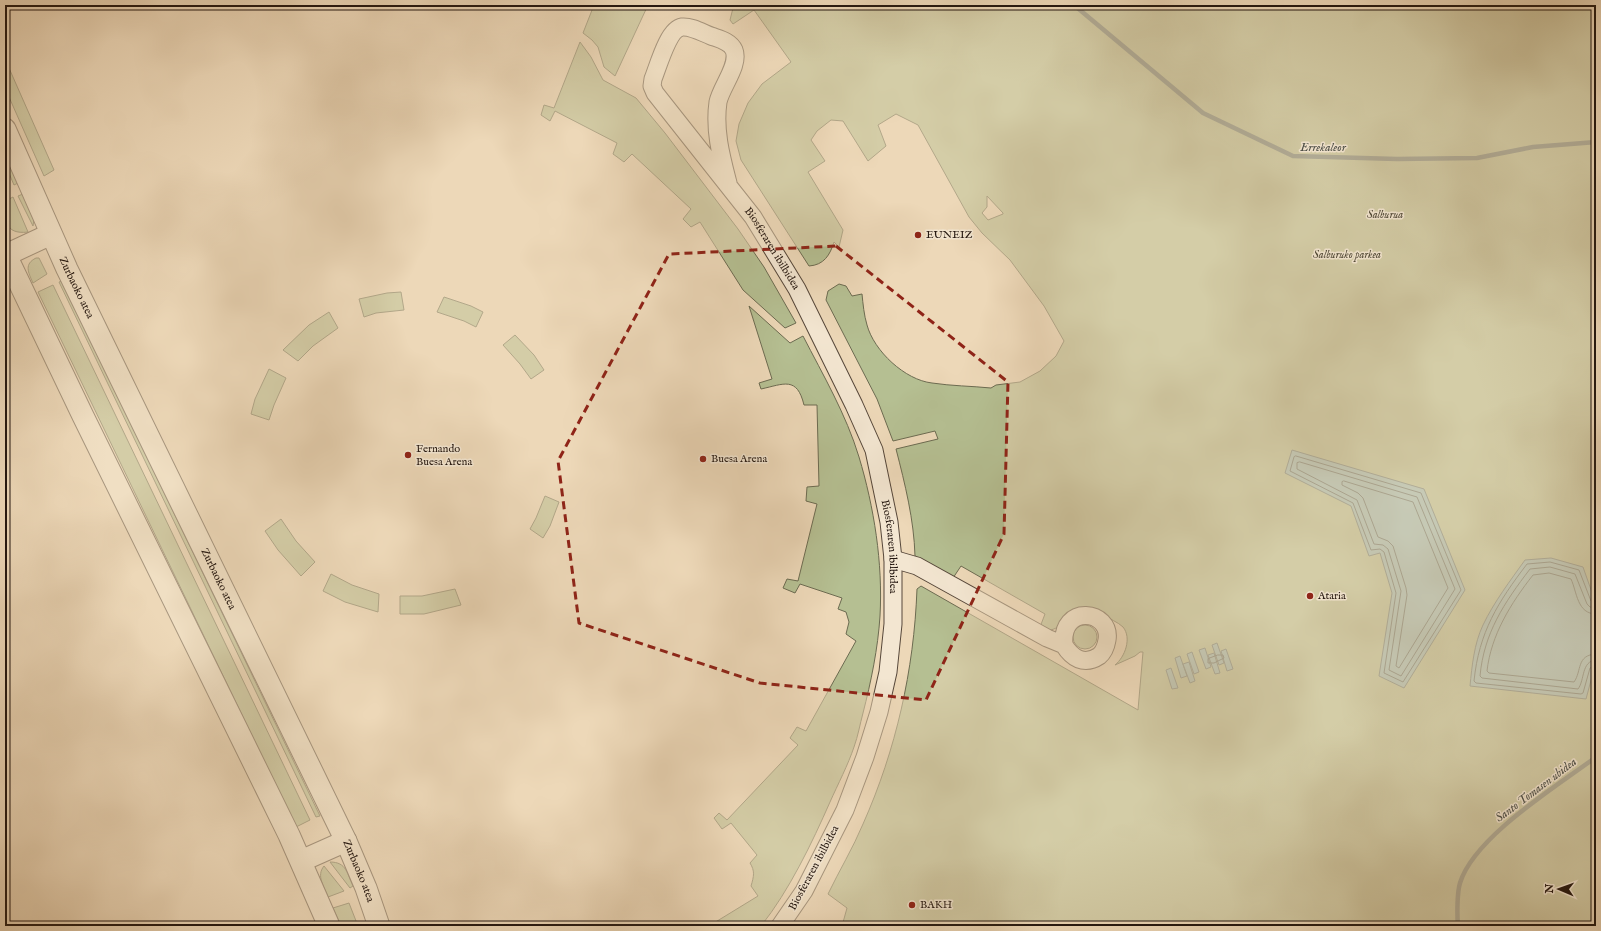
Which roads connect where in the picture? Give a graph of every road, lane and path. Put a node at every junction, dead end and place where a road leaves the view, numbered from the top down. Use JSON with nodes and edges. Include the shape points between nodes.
{"nodes":[{"id":1,"x":5,"y":129,"type":"edge"},
{"id":2,"x":728,"y":183,"type":"junction"},
{"id":3,"x":51,"y":234,"type":"junction"},
{"id":4,"x":5,"y":254,"type":"edge"},
{"id":5,"x":893,"y":559,"type":"junction"},
{"id":6,"x":1064,"y":645,"type":"dead end"},
{"id":7,"x":346,"y":841,"type":"junction"},
{"id":8,"x":301,"y":861,"type":"junction"},
{"id":9,"x":329,"y":926,"type":"edge"},
{"id":10,"x":379,"y":926,"type":"edge"},
{"id":11,"x":780,"y":926,"type":"edge"}],
"edges":[{"from":1,"to":3,"type":"street","name":"Zurbaoko atea"},
{"from":2,"to":2,"type":"street","name":"Biosferaren ibilbidea","via":[[716,123],[719,100],[732,70],[734,50],[728,43],[681,27],[669,39],[652,86]]},
{"from":2,"to":5,"type":"street","name":"Biosferaren ibilbidea","via":[[753,217],[797,289],[874,450],[889,522]]},
{"from":3,"to":4,"type":"street"},
{"from":3,"to":7,"type":"street","name":"Zurbaoko atea"},
{"from":4,"to":8,"type":"street"},
{"from":5,"to":6,"type":"street","via":[[917,566]]},
{"from":5,"to":11,"type":"street","name":"Biosferaren ibilbidea","via":[[893,624],[888,672],[866,757],[845,810],[818,865]]},
{"from":7,"to":8,"type":"street"},
{"from":7,"to":10,"type":"street","name":"Zurbaoko atea"},
{"from":8,"to":9,"type":"street"}]}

-----

▸ EXERCISE INSTRUCTIONS: Every entry should be returned exactly as written, minus the pictures.

▸ SOLUTION TO THE PROBLEM:
Which roads connect where in the picture? Give a graph of every road, lane and path. Put a node at every junction, dead end and place where a road leaves the view, numbered from the top down. Use JSON with nodes and edges. Include the shape points between nodes.
{"nodes":[{"id":1,"x":5,"y":129,"type":"edge"},
{"id":2,"x":728,"y":183,"type":"junction"},
{"id":3,"x":51,"y":234,"type":"junction"},
{"id":4,"x":5,"y":254,"type":"edge"},
{"id":5,"x":893,"y":559,"type":"junction"},
{"id":6,"x":1064,"y":645,"type":"dead end"},
{"id":7,"x":346,"y":841,"type":"junction"},
{"id":8,"x":301,"y":861,"type":"junction"},
{"id":9,"x":329,"y":926,"type":"edge"},
{"id":10,"x":379,"y":926,"type":"edge"},
{"id":11,"x":780,"y":926,"type":"edge"}],
"edges":[{"from":1,"to":3,"type":"street","name":"Zurbaoko atea"},
{"from":2,"to":2,"type":"street","name":"Biosferaren ibilbidea","via":[[716,123],[719,100],[732,70],[734,50],[728,43],[681,27],[669,39],[652,86]]},
{"from":2,"to":5,"type":"street","name":"Biosferaren ibilbidea","via":[[753,217],[797,289],[874,450],[889,522]]},
{"from":3,"to":4,"type":"street"},
{"from":3,"to":7,"type":"street","name":"Zurbaoko atea"},
{"from":4,"to":8,"type":"street"},
{"from":5,"to":6,"type":"street","via":[[917,566]]},
{"from":5,"to":11,"type":"street","name":"Biosferaren ibilbidea","via":[[893,624],[888,672],[866,757],[845,810],[818,865]]},
{"from":7,"to":8,"type":"street"},
{"from":7,"to":10,"type":"street","name":"Zurbaoko atea"},
{"from":8,"to":9,"type":"street"}]}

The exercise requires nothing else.